Department of Applied Mathematics, School of Mathematics and Statistics, Xi'an Jiaotong University, Xi'an, China.
Department of Mathematics, Hong Kong University of Science and Technology, Hong Kong, China.
Bioinformatics. 2019 May 15;35(10):1729-1736. doi: 10.1093/bioinformatics/bty870.

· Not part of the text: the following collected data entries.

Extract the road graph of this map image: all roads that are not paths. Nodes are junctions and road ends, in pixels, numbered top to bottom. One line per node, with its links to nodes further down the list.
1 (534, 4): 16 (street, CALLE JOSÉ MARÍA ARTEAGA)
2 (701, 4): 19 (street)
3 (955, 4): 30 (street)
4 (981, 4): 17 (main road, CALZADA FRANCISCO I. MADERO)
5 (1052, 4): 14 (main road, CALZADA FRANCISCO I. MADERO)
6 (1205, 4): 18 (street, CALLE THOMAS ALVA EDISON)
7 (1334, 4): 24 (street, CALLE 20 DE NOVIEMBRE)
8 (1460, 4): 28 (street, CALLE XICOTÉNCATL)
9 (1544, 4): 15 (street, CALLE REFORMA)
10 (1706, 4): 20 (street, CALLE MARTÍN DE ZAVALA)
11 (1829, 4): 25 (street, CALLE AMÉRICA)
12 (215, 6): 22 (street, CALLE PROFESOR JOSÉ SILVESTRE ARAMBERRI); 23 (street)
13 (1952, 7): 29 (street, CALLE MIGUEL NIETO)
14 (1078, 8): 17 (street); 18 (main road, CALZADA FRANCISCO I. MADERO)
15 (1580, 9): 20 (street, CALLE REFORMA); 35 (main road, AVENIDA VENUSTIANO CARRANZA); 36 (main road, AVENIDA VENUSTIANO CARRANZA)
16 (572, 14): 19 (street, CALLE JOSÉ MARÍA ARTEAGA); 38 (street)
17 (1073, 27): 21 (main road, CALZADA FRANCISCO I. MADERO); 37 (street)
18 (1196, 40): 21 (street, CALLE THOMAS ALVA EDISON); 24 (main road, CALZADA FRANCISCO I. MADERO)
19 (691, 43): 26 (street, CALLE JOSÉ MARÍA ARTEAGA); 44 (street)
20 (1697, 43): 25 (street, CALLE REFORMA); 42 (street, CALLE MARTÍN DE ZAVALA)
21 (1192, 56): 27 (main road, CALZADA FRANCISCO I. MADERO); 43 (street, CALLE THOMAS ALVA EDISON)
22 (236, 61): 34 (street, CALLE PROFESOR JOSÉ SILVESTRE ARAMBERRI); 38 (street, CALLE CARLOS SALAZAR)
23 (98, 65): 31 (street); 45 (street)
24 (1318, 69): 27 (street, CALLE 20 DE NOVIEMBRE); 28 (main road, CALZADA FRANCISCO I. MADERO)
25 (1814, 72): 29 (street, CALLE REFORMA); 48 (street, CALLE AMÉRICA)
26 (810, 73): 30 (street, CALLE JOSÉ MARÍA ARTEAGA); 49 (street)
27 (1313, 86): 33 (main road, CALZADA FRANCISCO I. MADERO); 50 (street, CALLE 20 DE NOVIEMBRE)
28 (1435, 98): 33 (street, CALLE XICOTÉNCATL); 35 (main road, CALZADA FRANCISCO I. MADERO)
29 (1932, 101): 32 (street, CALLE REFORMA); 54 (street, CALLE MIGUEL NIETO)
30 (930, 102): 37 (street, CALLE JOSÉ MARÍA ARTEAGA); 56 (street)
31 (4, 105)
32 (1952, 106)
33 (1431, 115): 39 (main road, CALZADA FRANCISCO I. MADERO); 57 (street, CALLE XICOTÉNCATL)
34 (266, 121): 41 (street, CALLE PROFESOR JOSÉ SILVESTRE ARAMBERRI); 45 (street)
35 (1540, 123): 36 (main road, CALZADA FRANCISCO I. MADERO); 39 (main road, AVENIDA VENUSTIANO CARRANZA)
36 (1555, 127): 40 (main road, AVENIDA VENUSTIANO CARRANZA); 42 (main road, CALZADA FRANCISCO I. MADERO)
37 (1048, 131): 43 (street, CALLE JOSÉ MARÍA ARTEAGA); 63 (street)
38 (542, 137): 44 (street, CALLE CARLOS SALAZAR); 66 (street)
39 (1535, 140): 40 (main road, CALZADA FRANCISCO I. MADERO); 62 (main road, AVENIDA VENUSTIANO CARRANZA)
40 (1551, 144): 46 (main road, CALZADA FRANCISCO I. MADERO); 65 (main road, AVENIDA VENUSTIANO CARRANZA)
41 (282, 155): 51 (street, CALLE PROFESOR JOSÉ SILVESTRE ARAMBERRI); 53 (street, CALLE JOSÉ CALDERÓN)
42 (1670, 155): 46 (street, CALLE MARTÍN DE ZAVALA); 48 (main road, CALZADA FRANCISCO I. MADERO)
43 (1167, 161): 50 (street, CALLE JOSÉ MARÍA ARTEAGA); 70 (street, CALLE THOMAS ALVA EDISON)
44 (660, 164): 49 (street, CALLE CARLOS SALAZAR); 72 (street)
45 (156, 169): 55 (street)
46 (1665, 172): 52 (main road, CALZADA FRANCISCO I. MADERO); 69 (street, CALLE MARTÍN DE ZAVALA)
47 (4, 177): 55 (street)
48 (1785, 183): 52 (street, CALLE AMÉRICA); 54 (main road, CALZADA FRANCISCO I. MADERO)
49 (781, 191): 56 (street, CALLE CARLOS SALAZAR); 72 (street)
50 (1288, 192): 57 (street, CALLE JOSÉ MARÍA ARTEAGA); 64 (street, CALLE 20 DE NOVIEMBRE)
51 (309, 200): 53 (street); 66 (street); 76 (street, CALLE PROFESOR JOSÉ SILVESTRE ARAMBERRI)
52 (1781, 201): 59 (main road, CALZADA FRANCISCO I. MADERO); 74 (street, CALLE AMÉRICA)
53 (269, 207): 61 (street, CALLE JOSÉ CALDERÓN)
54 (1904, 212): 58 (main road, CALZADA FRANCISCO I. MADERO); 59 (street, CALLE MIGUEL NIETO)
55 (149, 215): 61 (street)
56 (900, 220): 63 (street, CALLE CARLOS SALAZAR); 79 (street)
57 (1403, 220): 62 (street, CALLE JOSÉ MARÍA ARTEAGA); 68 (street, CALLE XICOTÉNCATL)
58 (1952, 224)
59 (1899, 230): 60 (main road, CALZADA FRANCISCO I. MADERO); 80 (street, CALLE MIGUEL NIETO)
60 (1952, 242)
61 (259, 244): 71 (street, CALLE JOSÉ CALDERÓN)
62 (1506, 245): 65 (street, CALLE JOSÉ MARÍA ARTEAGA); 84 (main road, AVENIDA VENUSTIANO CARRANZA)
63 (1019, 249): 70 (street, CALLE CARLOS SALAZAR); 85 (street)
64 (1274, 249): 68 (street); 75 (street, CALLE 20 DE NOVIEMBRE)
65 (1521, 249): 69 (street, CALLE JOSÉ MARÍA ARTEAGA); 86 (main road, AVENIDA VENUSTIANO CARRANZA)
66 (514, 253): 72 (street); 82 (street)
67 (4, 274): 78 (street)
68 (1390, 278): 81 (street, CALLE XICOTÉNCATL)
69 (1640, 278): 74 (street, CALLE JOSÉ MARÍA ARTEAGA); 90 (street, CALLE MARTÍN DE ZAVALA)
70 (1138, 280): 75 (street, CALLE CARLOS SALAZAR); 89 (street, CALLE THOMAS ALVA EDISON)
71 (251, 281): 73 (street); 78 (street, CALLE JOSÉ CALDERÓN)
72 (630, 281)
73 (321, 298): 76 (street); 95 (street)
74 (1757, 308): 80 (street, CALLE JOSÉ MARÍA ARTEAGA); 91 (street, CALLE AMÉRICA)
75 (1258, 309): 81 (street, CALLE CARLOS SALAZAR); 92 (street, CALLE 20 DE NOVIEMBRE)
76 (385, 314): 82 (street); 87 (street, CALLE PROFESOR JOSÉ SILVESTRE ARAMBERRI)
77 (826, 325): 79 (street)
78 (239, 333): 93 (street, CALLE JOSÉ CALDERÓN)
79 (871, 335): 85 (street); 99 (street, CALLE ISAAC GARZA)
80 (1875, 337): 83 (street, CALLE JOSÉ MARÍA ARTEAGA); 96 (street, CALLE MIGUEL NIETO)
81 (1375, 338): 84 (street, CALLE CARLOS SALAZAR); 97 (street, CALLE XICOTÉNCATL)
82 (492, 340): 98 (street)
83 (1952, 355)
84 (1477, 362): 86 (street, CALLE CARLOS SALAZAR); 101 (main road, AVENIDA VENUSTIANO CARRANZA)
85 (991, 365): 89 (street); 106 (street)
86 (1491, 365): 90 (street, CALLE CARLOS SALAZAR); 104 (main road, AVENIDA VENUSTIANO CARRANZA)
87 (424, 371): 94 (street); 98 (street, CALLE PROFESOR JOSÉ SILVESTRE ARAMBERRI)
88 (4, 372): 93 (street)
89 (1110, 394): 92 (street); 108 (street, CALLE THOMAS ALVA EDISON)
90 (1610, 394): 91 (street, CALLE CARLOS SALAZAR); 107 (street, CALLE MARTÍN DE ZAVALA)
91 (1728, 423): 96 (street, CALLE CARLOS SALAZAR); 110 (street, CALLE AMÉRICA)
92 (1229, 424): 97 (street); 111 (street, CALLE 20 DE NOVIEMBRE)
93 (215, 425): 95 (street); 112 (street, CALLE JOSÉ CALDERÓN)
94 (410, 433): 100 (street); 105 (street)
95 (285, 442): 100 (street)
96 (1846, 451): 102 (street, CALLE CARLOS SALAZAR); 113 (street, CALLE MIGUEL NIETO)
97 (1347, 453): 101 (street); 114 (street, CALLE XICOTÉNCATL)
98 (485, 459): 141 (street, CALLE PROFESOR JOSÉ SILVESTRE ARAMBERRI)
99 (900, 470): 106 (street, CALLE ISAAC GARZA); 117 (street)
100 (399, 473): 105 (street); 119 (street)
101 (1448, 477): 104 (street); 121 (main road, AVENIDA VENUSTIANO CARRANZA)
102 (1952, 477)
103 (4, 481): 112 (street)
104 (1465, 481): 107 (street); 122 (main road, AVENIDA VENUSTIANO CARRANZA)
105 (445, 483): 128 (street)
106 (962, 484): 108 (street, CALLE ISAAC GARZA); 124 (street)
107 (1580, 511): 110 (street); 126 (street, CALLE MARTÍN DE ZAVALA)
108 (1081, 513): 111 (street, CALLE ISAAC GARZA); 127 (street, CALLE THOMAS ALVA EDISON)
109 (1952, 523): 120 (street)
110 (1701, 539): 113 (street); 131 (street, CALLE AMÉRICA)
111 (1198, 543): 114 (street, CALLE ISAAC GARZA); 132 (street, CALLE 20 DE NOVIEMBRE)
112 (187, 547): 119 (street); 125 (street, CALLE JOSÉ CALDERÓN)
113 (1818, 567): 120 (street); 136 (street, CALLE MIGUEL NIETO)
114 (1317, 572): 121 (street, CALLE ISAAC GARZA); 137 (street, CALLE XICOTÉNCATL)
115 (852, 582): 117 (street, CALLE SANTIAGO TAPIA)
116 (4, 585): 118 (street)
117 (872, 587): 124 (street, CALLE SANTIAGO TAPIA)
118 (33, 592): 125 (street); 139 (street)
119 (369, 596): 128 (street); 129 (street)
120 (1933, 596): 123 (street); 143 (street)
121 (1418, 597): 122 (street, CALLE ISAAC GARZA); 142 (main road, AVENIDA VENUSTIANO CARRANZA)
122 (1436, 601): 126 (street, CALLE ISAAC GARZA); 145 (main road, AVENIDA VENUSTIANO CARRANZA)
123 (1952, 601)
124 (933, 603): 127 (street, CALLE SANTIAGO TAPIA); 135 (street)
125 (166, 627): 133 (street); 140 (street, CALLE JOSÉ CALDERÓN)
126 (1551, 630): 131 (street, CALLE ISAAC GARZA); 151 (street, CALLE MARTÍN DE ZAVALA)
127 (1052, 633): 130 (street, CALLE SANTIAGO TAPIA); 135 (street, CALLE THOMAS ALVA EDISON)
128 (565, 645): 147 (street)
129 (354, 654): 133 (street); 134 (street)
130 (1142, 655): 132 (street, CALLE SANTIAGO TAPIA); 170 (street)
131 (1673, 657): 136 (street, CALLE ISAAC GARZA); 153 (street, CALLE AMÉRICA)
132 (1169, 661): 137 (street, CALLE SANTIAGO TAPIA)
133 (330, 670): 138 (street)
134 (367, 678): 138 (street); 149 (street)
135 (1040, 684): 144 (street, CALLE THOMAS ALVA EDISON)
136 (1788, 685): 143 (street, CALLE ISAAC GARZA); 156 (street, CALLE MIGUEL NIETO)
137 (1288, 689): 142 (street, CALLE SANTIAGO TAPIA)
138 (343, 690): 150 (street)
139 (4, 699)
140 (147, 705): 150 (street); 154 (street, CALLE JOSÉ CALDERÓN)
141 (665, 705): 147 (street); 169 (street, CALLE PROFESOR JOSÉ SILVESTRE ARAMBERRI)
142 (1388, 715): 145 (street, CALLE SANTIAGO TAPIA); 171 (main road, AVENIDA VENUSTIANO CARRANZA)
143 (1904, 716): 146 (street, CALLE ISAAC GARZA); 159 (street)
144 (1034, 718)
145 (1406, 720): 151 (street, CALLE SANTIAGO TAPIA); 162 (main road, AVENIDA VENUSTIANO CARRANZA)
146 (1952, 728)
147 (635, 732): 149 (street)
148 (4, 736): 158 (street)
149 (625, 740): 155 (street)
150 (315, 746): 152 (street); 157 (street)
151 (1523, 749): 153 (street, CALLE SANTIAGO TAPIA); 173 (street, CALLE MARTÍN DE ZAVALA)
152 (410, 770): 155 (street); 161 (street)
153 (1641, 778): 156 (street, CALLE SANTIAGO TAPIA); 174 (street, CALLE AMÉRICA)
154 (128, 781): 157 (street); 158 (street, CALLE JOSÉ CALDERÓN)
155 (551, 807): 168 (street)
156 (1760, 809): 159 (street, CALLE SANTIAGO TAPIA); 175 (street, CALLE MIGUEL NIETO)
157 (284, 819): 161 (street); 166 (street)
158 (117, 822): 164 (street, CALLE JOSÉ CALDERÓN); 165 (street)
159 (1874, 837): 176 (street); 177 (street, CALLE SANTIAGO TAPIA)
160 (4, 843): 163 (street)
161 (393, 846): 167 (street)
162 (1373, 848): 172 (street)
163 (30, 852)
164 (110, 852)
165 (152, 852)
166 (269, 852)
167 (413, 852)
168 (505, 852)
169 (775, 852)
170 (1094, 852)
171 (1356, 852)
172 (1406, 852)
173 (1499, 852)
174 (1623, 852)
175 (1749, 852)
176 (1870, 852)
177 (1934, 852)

A large number of recent genome-wide association studies (GWASs) for complex phenotypes confirm the early conjecture for polygenicity, suggesting the presence of large number of variants with only tiny or moderate effects. However, due to the limited sample size of a single GWAS, many associated genetic variants are too weak to achieve the genome-wide significance. These undiscovered variants further limit the prediction capability of GWAS. Restricted access to the individual-level data and the increasing availability of the published GWAS results motivate the development of methods integrating both the individual-level and summary-level data. How to build the connection between the individual-level and summary-level data determines the efficiency of using the existing abundant summary-level resources with limited individual-level data, and this issue inspires more efforts in the existing area.
In this study, we propose a novel statistical approach, LEP, which provides a novel way of modeling the connection between the individual-level data and summary-level data. LEP integrates both types of data by LEveraging Pleiotropy to increase the statistical power of risk variants identification and the accuracy of risk prediction. The algorithm for parameter estimation is developed to handle genome-wide-scale data. Through comprehensive simulation studies, we demonstrated the advantages of LEP over the existing methods. We further applied LEP to perform integrative analysis of Crohn's disease from WTCCC and summary statistics from GWAS of some other diseases, such as Type 1 diabetes, Ulcerative colitis and Primary biliary cirrhosis. LEP was able to significantly increase the statistical power of identifying risk variants and improve the risk prediction accuracy from 63.39% (±0.58%) to 68.33% (±0.32%) using about 195 000 variants.
The LEP software is available at https://github.com/daviddaigithub/LEP.
Supplementary data are available at Bioinformatics online.
大量最近的全基因组关联研究(GWAS)证实了复杂表型的多基因假说,表明存在大量具有微小或中等效应的变体。然而,由于单个 GWAS 的样本量有限,许多相关的遗传变体太弱,无法达到全基因组的显著性。这些未被发现的变体进一步限制了 GWAS 的预测能力。个体水平数据的获取受限以及已发表的 GWAS 结果的可用性增加,促使人们开发了整合个体水平和汇总水平数据的方法。如何建立个体水平和汇总水平数据之间的联系,决定了在个体水平数据有限的情况下,利用现有的大量汇总水平资源的效率,这个问题激发了该领域更多的努力。
在这项研究中,我们提出了一种新的统计方法 LEP,它提供了一种新的建模个体水平数据和汇总水平数据之间联系的方法。LEP 通过利用多效性来整合这两种类型的数据,以提高识别风险变体的统计能力和风险预测的准确性。开发了用于处理全基因组规模数据的参数估计算法。通过综合模拟研究,我们证明了 LEP 优于现有方法的优势。我们进一步将 LEP 应用于 WTCCC 的克罗恩病综合分析和其他一些疾病(如 1 型糖尿病、溃疡性结肠炎和原发性胆汁性肝硬化)的 GWAS 的汇总统计数据。LEP 能够显著提高识别风险变体的统计能力,并将风险预测准确性从 63.39%(±0.58%)提高到 68.33%(±0.32%),使用了大约 195000 个变体。
LEP 软件可在 https://github.com/daviddaigithub/LEP 获得。
补充数据可在 Bioinformatics 在线获得。